Small Business Identity Theft and Fraud
The sorts of crimes we’ve been seeing perpetrated against individuals are starting to be perpetrated against small businesses:
In July, a school district near Pittsburgh sued to recover $700,000 taken from it. In May, a Texas company was robbed of $1.2 million. An electronics testing firm in Baton Rouge, La., said it was bilked of nearly $100,000.
In many cases, the advisory warned, the scammers infiltrate companies in a similar fashion: They send a targeted e-mail to the company’s controller or treasurer, a message that contains either a virus-laden attachment or a link that—when opened—surreptitiously installs malicious software designed to steal passwords. Armed with those credentials, the crooks then initiate a series of wire transfers, usually in increments of less than $10,000 to avoid banks’ anti-money-laundering reporting requirements.
The alert states that these scams typically rely on help from “money mules”—willing or unwitting individuals in the United States—often hired by the criminals via popular Internet job boards. Once enlisted, the mules are instructed to set up bank accounts, withdraw the fraudulent deposits and then wire the money to fraudsters, the majority of which are in Eastern Europe, according to the advisory.
This has the potential to grow into a very big problem. Even worse:
Businesses do not enjoy the same legal protections as consumers when banking online. Consumers typically have up to 60 days from the receipt of a monthly statement to dispute any unauthorized charges.
In contrast, companies that bank online are regulated under the Uniform Commercial Code, which holds that commercial banking customers have roughly two business days to spot and dispute unauthorized activity if they want to hold out any hope of recovering unauthorized transfers from their accounts.
And, of course, the security externality means that the banks care much less:
“The banks spend a lot of money on protecting consumer customers because they owe money if the consumer loses money,” Litan said. “But the banks don’t spend the same resources on the corporate accounts because they don’t have to refund the corporate losses.”
BF Skinner • August 26, 2009 6:03 AM
It surprises me it took them so long to target companies.

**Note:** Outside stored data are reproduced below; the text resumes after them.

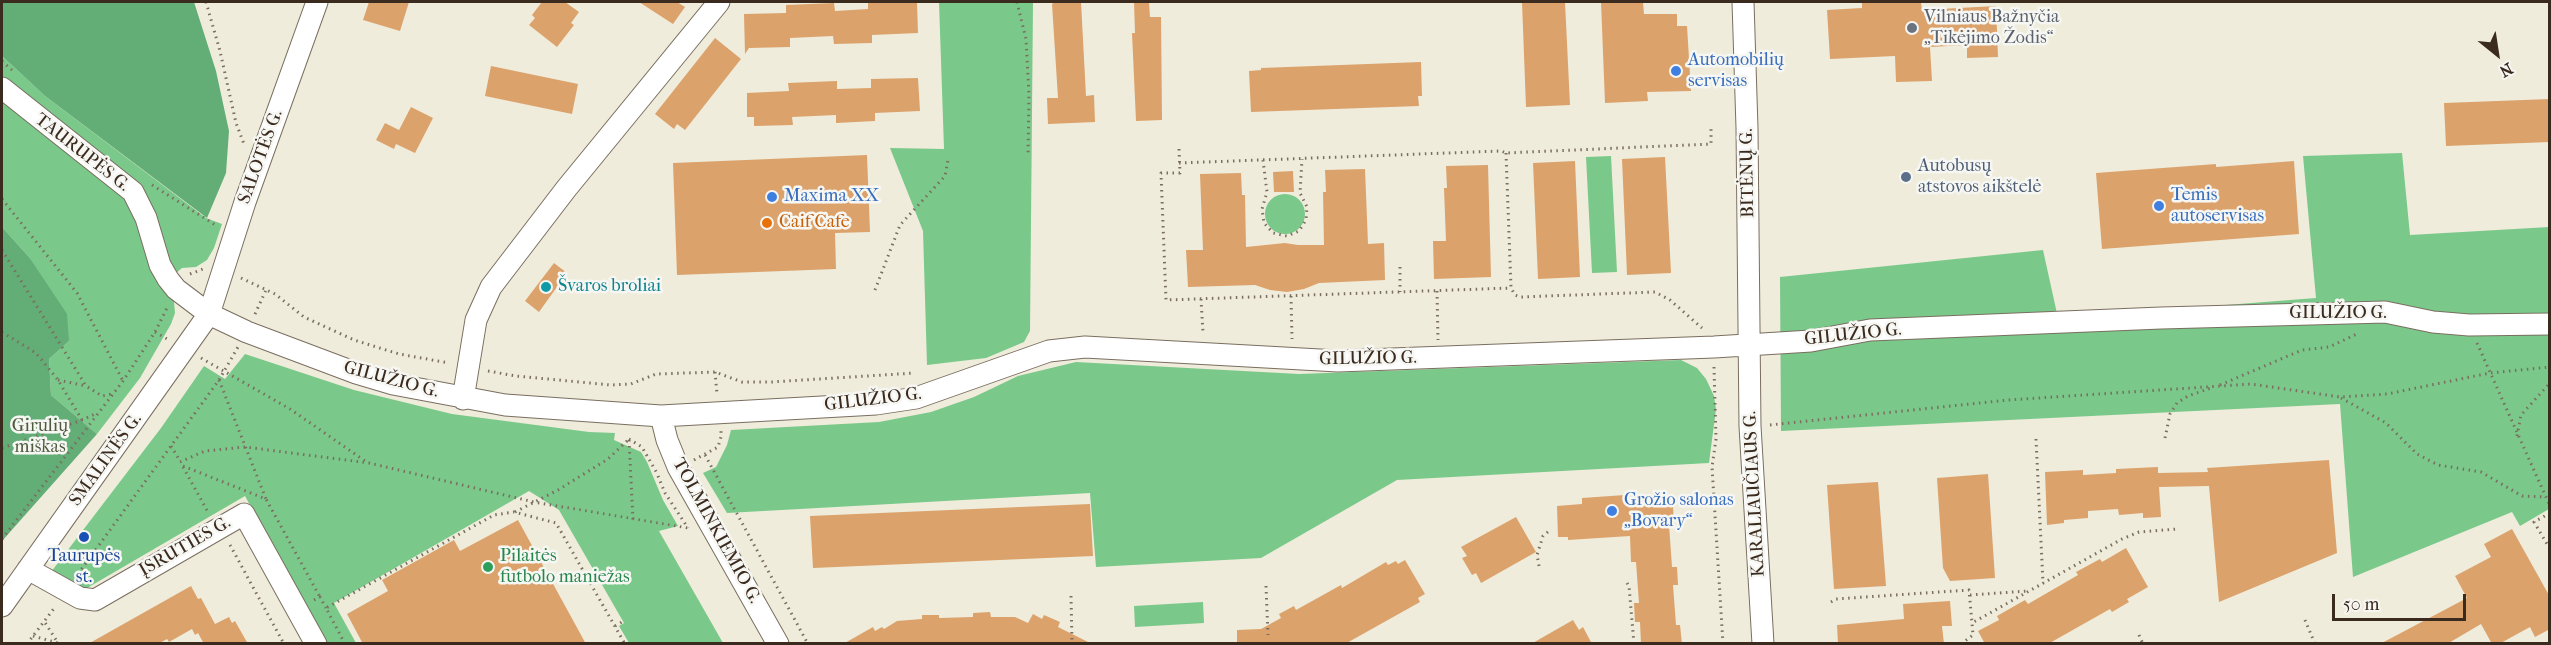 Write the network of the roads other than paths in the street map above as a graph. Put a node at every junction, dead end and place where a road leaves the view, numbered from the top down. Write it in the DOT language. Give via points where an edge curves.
graph roads {
  1 [pos="317,2"];
  2 [pos="719,2"];
  3 [pos="1743,2"];
  4 [pos="2,88"];
  5 [pos="208,314"];
  6 [pos="2550,324"];
  7 [pos="1750,345"];
  8 [pos="463,399"];
  9 [pos="661,416"];
  10 [pos="28,569"];
  11 [pos="2,606"];
  12 [pos="316,644"];
  13 [pos="778,644"];
  14 [pos="1762,644"];
  1 -- 5 [label="street, SALOTĖS G."];
  2 -- 8 [label="street" via="491,287 476,320"];
  3 -- 7 [label="street, BITĖNŲ G."];
  4 -- 5 [label="street, TAURUPĖS G." via="133,192 146,218 160,265 176,289"];
  5 -- 8 [label="street, GILUŽIO G." via="356,373"];
  5 -- 10 [label="street, SMALINĖS G."];
  6 -- 7 [label="street, GILUŽIO G." via="2469,325 2385,312 2290,314 1870,330 1811,341"];
  7 -- 9 [label="street, GILUŽIO G." via="1338,361 1085,347 1008,364 916,399"];
  7 -- 14 [label="street, KARALIAUČIAUS G." via="1750,426"];
  8 -- 9 [label="street, GILUŽIO G."];
  9 -- 13 [label="street, TOLMINKIEMIO G." via="678,467"];
  10 -- 11 [label="street, SMALINĖS G."];
  10 -- 12 [label="street, ĮSRUTIES G." via="80,598 95,600 244,514"];
}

Gotta be more money to be had from a company than from grandma’s saving account. Or is that they are now noticing, or is it that there’s more reporting…seems like all three and just WHO is the litigant in the Pittsburg school district?
“School board vs. Some Guy in Romania”
Even suing the bank, and 74 withdrawls over two days maybe should have raised a flag, aren’t we liable for people using our passwords?